### Provided records

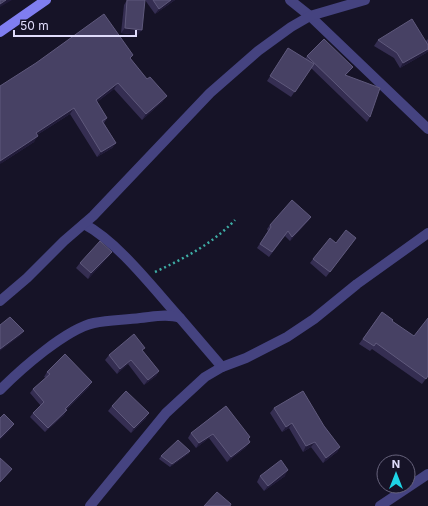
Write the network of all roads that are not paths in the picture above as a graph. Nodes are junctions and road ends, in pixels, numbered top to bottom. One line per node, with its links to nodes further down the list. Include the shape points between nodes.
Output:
1 (46, 0): 5 (main road)
2 (290, 0): 4 (street)
3 (365, 0): 4 (street)
4 (310, 16): 6 (street); 7 (street, via 258,51 210,93)
5 (0, 32)
6 (428, 129)
7 (84, 224): 9 (street); 10 (street, via 103,237 144,277)
8 (428, 232): 11 (street, via 287,337 246,358)
9 (0, 301)
10 (180, 318): 11 (street); 12 (street, via 162,316 94,323 77,330 27,365)
11 (222, 366): 14 (street, via 205,377 166,414)
12 (0, 390)
13 (428, 474): 15 (street)
14 (90, 506)
15 (380, 506)

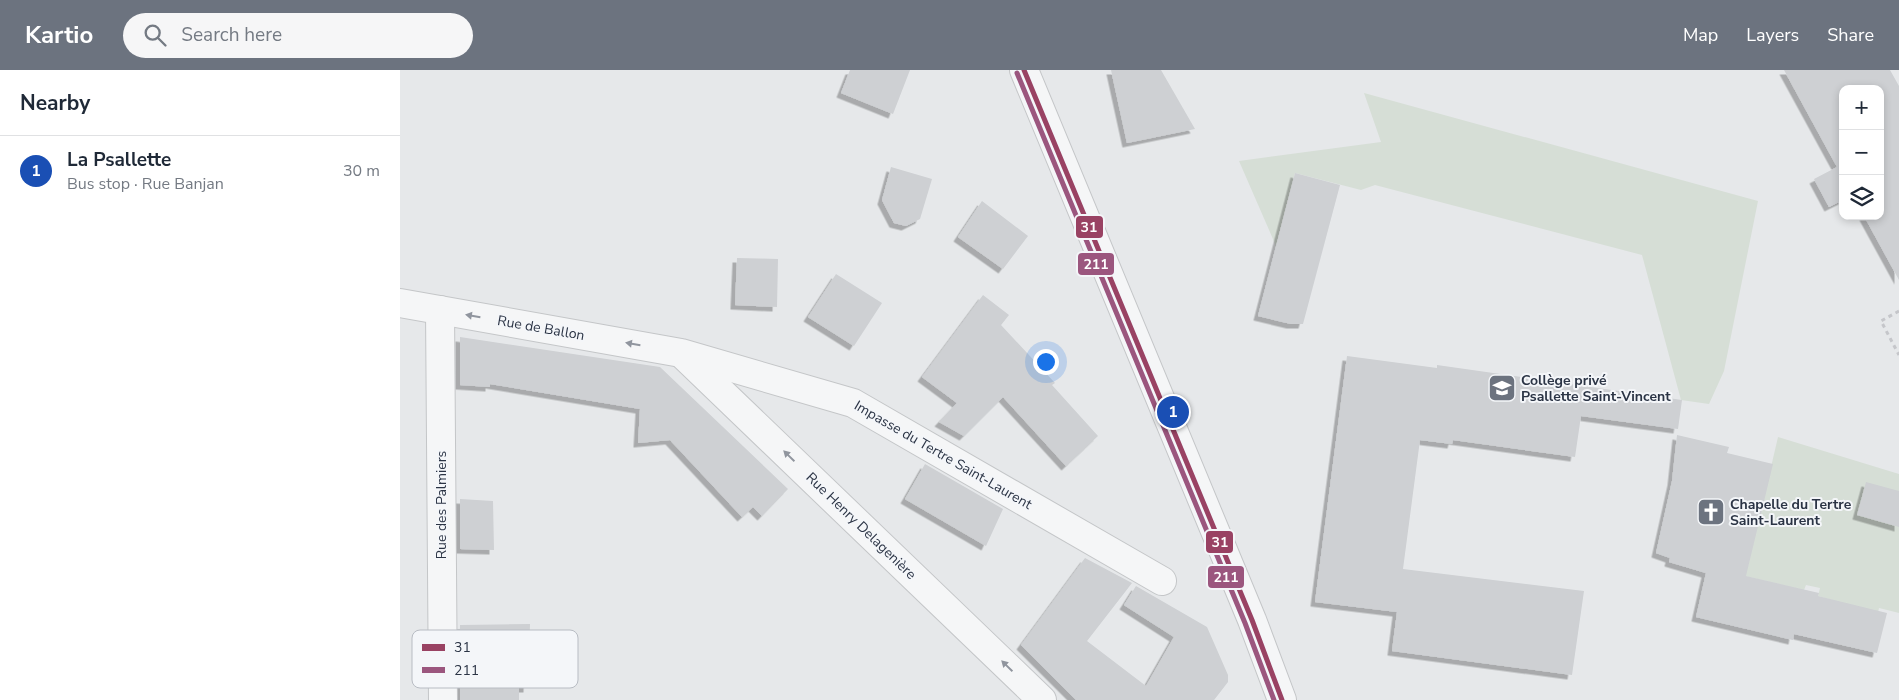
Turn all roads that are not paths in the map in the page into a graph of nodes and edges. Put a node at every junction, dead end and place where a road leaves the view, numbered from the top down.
1 (1024, 70) edge
2 (400, 303) edge
3 (440, 310) junction
4 (681, 353) junction
5 (1162, 581) dead end
6 (442, 630) edge
7 (1042, 700) edge
8 (1282, 700) edge

1 - 8 street
2 - 3 street, Rue de Ballon
4 -> 3 street, Rue de Ballon
3 - 6 street, Rue des Palmiers
4 - 5 street, Impasse du Tertre Saint-Laurent
7 -> 4 street, Rue Henry Delagenière

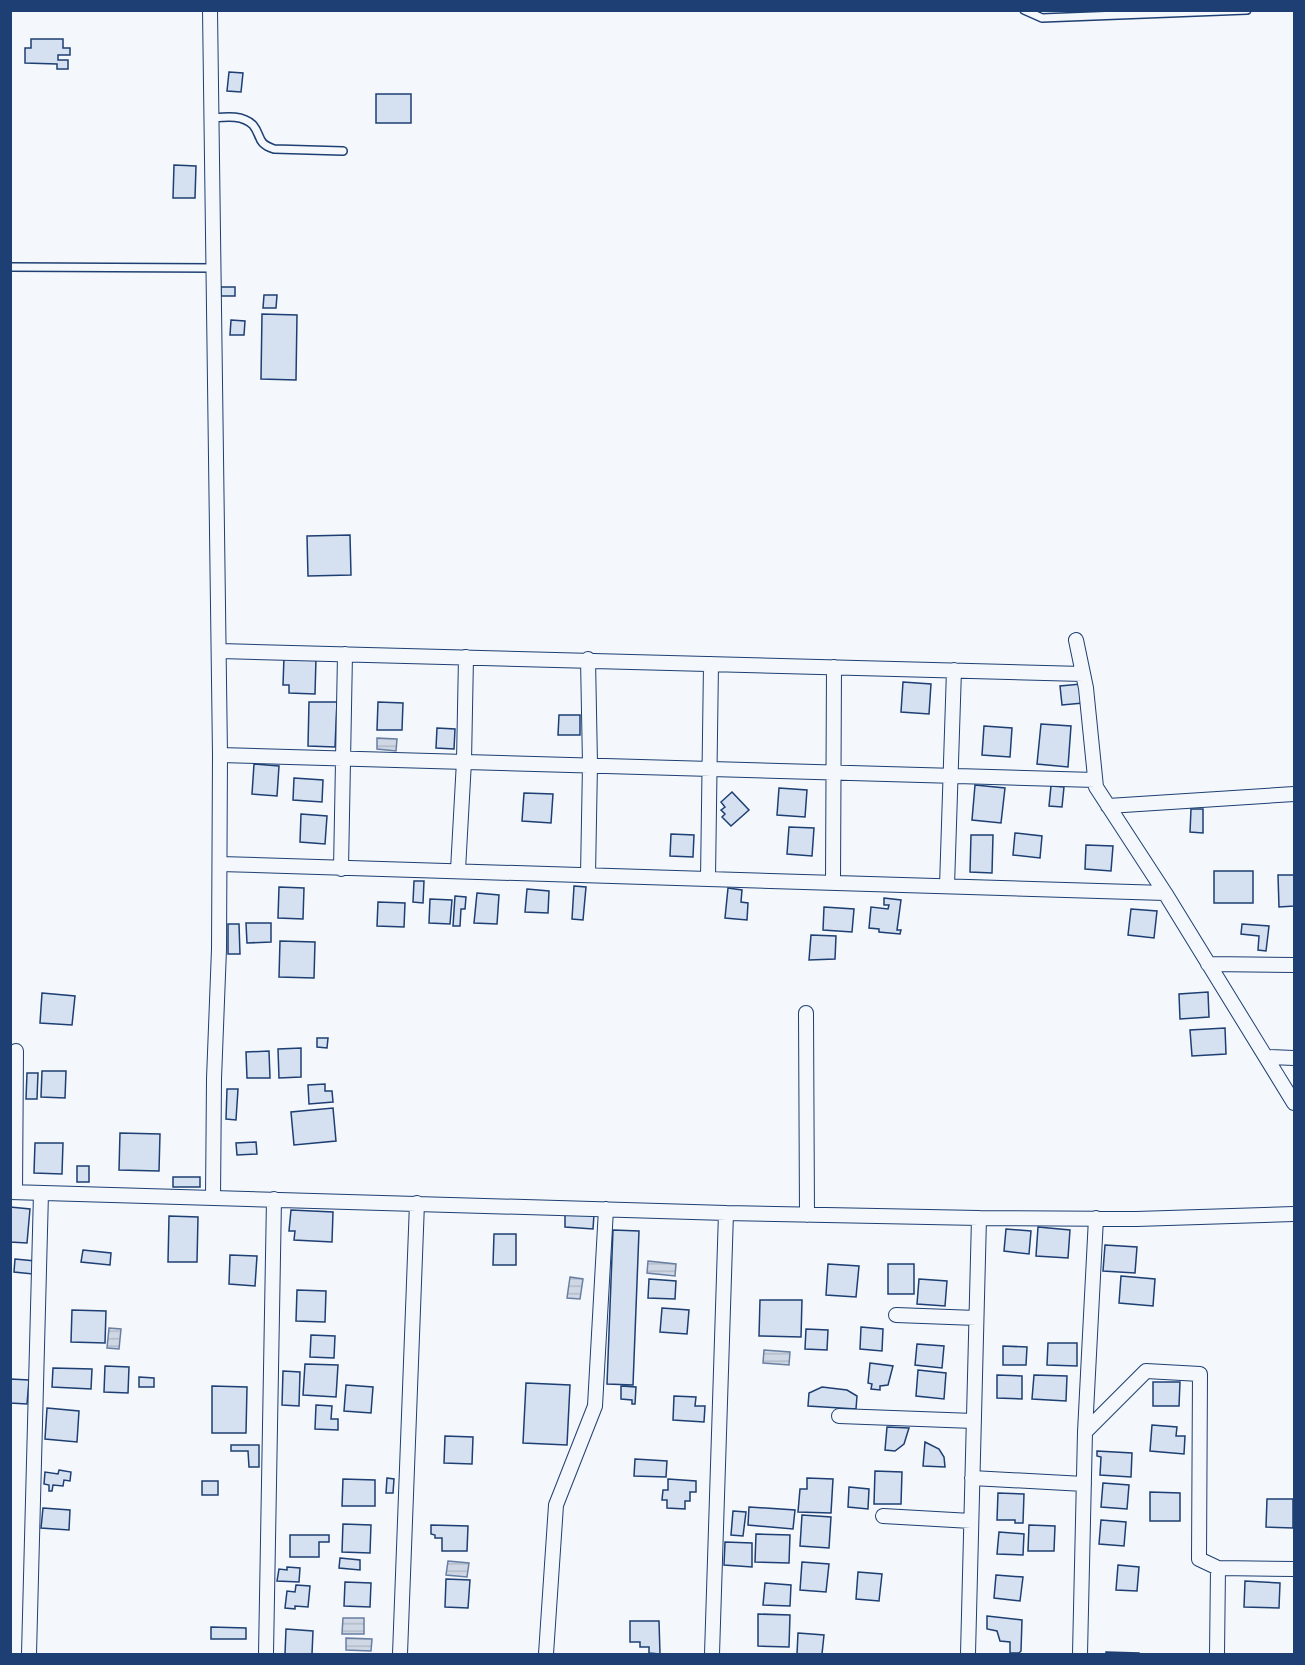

######

__What is needed__. Print the material above word for word, and keep the pictures out of it.

__Answer for this exercise__.
Write the network of all roads that are not paths in the picture above as a graph. Nodes are junctions and road ends, in pixels, numbered top to bottom. One line per node, with its links to nodes further down the list. Include the shape points between nodes.
Output:
1 (46, 0): 5 (main road)
2 (290, 0): 4 (street)
3 (365, 0): 4 (street)
4 (310, 16): 6 (street); 7 (street, via 258,51 210,93)
5 (0, 32)
6 (428, 129)
7 (84, 224): 9 (street); 10 (street, via 103,237 144,277)
8 (428, 232): 11 (street, via 287,337 246,358)
9 (0, 301)
10 (180, 318): 11 (street); 12 (street, via 162,316 94,323 77,330 27,365)
11 (222, 366): 14 (street, via 205,377 166,414)
12 (0, 390)
13 (428, 474): 15 (street)
14 (90, 506)
15 (380, 506)

Turn all roads that are not paths in the map in the page into a graph of nodes and edges. Put a node at every junction, dead end and place where a road leaves the view, numbered from the top down.
1 (1024, 70) edge
2 (400, 303) edge
3 (440, 310) junction
4 (681, 353) junction
5 (1162, 581) dead end
6 (442, 630) edge
7 (1042, 700) edge
8 (1282, 700) edge

1 - 8 street
2 - 3 street, Rue de Ballon
4 -> 3 street, Rue de Ballon
3 - 6 street, Rue des Palmiers
4 - 5 street, Impasse du Tertre Saint-Laurent
7 -> 4 street, Rue Henry Delagenière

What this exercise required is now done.